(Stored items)
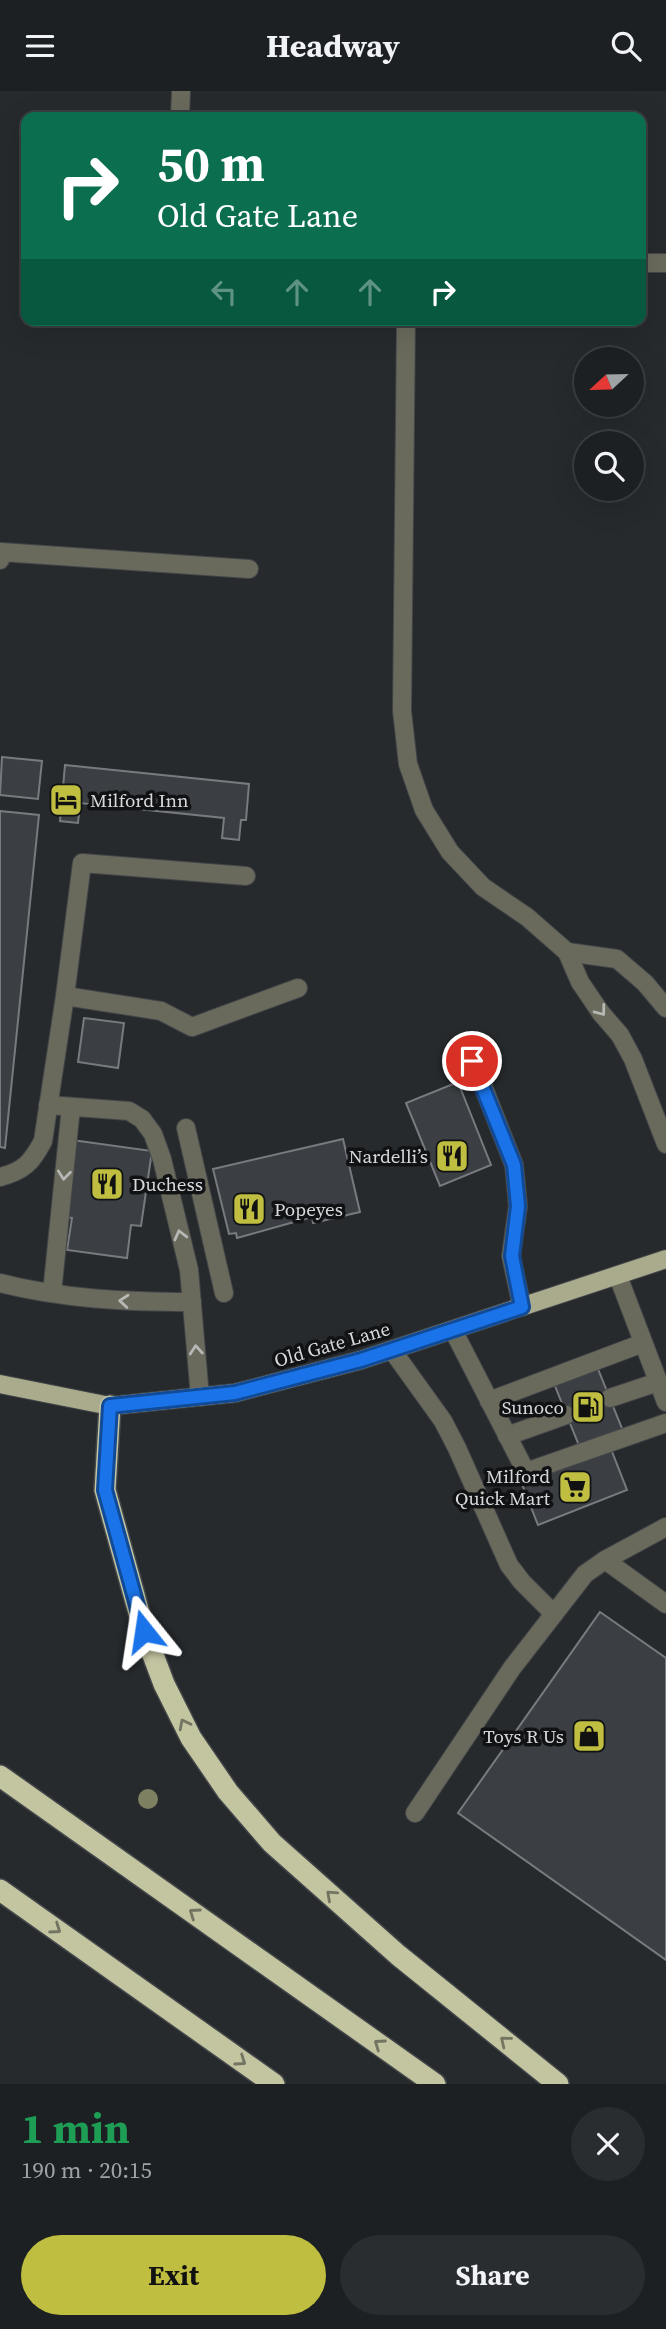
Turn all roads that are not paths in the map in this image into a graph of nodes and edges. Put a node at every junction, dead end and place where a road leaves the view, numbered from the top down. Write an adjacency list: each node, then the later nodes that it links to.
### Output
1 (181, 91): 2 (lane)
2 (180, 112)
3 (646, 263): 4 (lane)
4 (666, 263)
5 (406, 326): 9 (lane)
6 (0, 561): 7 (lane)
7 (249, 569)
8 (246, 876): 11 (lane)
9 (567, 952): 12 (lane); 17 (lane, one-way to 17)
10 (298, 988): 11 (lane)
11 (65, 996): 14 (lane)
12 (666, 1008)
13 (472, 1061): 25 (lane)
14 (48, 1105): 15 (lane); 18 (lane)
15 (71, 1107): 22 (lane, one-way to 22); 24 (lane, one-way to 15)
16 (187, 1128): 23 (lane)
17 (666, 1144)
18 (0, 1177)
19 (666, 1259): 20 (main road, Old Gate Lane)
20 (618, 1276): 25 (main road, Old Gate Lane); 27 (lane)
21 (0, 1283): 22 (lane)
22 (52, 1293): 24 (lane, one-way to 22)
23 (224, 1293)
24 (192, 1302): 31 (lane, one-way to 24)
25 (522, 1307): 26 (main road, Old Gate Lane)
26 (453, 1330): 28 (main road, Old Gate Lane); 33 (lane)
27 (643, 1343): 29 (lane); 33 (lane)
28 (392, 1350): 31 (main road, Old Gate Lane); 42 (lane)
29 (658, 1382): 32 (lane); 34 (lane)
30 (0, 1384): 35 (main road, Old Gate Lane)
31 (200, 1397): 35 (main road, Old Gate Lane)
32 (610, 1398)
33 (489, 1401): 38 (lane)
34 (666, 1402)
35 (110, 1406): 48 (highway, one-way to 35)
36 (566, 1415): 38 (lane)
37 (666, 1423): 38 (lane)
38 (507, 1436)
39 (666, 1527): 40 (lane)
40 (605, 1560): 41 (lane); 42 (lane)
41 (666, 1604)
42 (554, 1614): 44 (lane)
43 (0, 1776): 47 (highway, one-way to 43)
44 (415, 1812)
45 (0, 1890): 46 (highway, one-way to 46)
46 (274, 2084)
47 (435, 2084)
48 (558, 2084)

Task statement: Tally the lines above that hold "highway" and write the result as a lone number.

Reply to the task: 3